Deliklerin biçimi, koşullara göre çfeğişir: bunlar, birbirine koşut ince ve uzun yarıklar, yuvarlak, kare, dikdörtgen ya da üçgen biçiminde olabilir. Deliklerin toplam yüzeyinin kalbur tabanının toplam yüzeyine oranını, elden geldiğince büyük tutmak gerekir; ancak yeterli mekanik dayanımın da gözden kaçırılmaması zorunludur. Çok iri parçaları ayırmada kullanılan kalbur tabanı, birbirine koşut çubuklardan oluşur; orta irilikteki parçalar için delikli saçtan, küçük ve ince taneler için ise çoğu kez çelik tel örgüden yararlanılır.

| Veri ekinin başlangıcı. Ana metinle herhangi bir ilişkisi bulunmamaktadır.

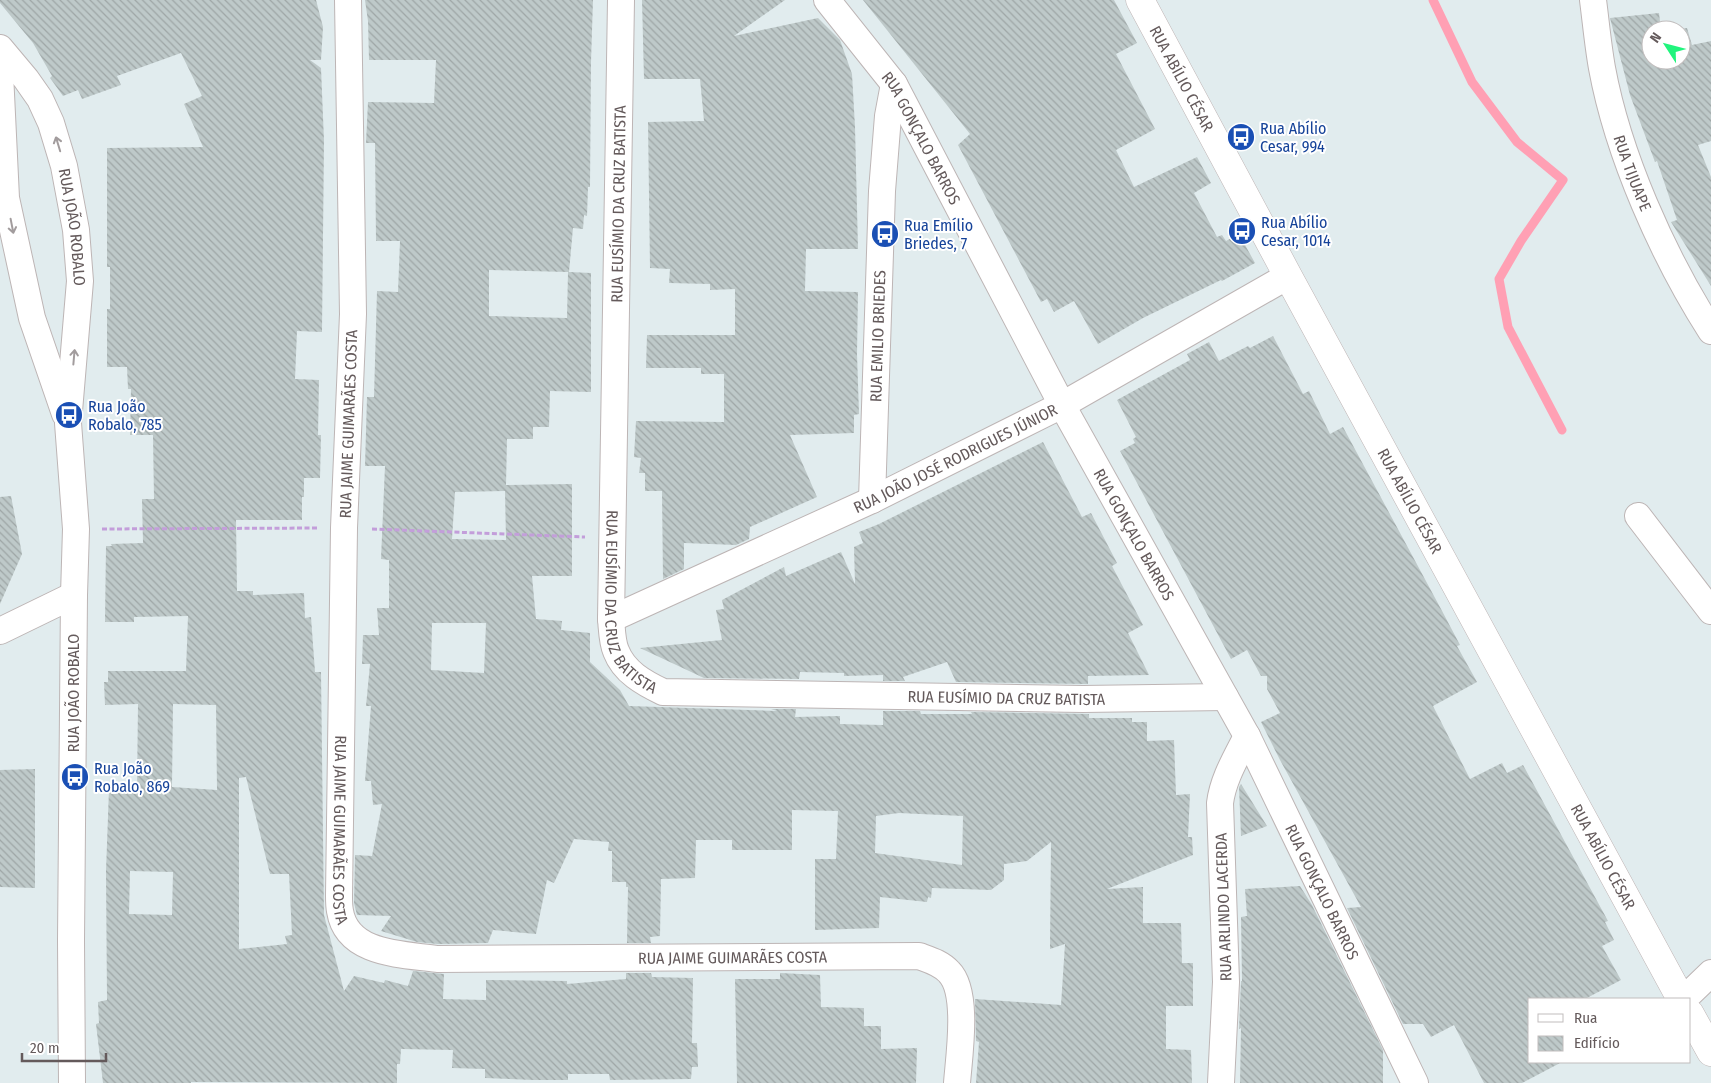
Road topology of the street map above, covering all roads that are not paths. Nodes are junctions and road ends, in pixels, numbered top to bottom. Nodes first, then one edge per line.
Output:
1 (348, 0) edge
2 (621, 0) edge
3 (827, 0) edge
4 (1140, 0) edge
5 (1593, 0) edge
6 (0, 48) edge
7 (0, 73) edge
8 (894, 84) junction
9 (1288, 276) junction
10 (1711, 330) edge
11 (1062, 405) junction
12 (68, 422) junction
13 (872, 500) junction
14 (1638, 516) dead end
15 (74, 595) junction
16 (1711, 611) edge
17 (611, 619) junction
18 (0, 631) edge
19 (1225, 697) junction
20 (1247, 736) junction
21 (1711, 973) edge
22 (1682, 998) edge
23 (1684, 998) edge
24 (1691, 1016) edge
25 (1711, 1052) edge
26 (72, 1083) edge
27 (957, 1083) edge
28 (1221, 1083) edge
29 (1415, 1083) edge

1 - 27 street, RUA JAIME GUIMARÃES COSTA
2 - 17 street, RUA EUSÍMIO DA CRUZ BATISTA
3 - 8 street, RUA GONÇALO BARROS
4 - 9 main road, RUA ABÍLIO CÉSAR
5 - 10 street, RUA TIJUAPE
12 -> 6 street, RUA JOÃO ROBALO
7 -> 12 street, RUA JOÃO ROBALO
8 - 11 street, RUA GONÇALO BARROS
8 - 13 street, RUA EMILIO BRIEDES
9 - 11 street, RUA JOÃO JOSÉ RODRIGUES JÚNIOR
9 - 22 main road, RUA ABÍLIO CÉSAR
11 - 13 street, RUA JOÃO JOSÉ RODRIGUES JÚNIOR
11 - 19 street, RUA GONÇALO BARROS
12 - 15 street, RUA JOÃO ROBALO
13 - 17 street, RUA JOÃO JOSÉ RODRIGUES JÚNIOR
14 - 16 street
15 - 18 street
15 - 26 street, RUA JOÃO ROBALO
17 - 19 street, RUA EUSÍMIO DA CRUZ BATISTA
19 - 20 street, RUA GONÇALO BARROS
20 - 28 street, RUA ARLINDO LACERDA
20 - 29 street, RUA GONÇALO BARROS
21 - 23 street
24 - 25 main road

Az miktarda malzemeyi elemede, elle sallanan silindir biçiminde bir kalbur kullanılır ve işlem kesikli olarak sürdürülür Kesiksiz elemede kalbur bir ucundan sürekli beslenir, yüklenen ürün, kalbur boyunca yer değiştirerek kayar. Sabit kalburlarda ürün akışını ve kalburüstünün kalbur sonundan boşaltılmasını sağlamak için yeterli ölçüde eğik ızgaralar bulunur. Mekanik kalburlar, en çok kullanılan türlerdir. Bu aygıtlarda hafifçe eğimli eleyici yüzeyde ürünlerin akışını ve karıştırılmasını bir motor sağlar; motor gücüyle devinimli ızgara çubukları ya yer değiştirir ya da döner; ama çoğu kez sarsıntılı almaşık devinimle kalburun tümü sallanır (sarsıntılı kalbur). Sarsıntının yapıya yayılmasını önlemek için büyük kalburları dengelemek gerekir. Makaralı kalburlar'da, eleyici yüzey, birbirine koşut yatay eksenlere bağlı çembersel ya da oval kesitli disk ya da makaralardan oluşur; bunların dönüşü, parçaların ilerlemesini sağlar Bu aygıtlardan çok kaba bir kalburlama işleminde yararlanılır. Titreşimli kalburlar, örneğin çok hızlı bir yalpa devinimiyle sağlanan sarsıntılarla malzemeyi eler Bir kalbur, malzemeyi ikiden daha çok kategoriye ayırabilir; bu türler kalbur boyunca art arda ya da üst üste yerleştirilen delikli saçtan ya da tel örgüden yapılmış eleyici yüzeylerle donatılır.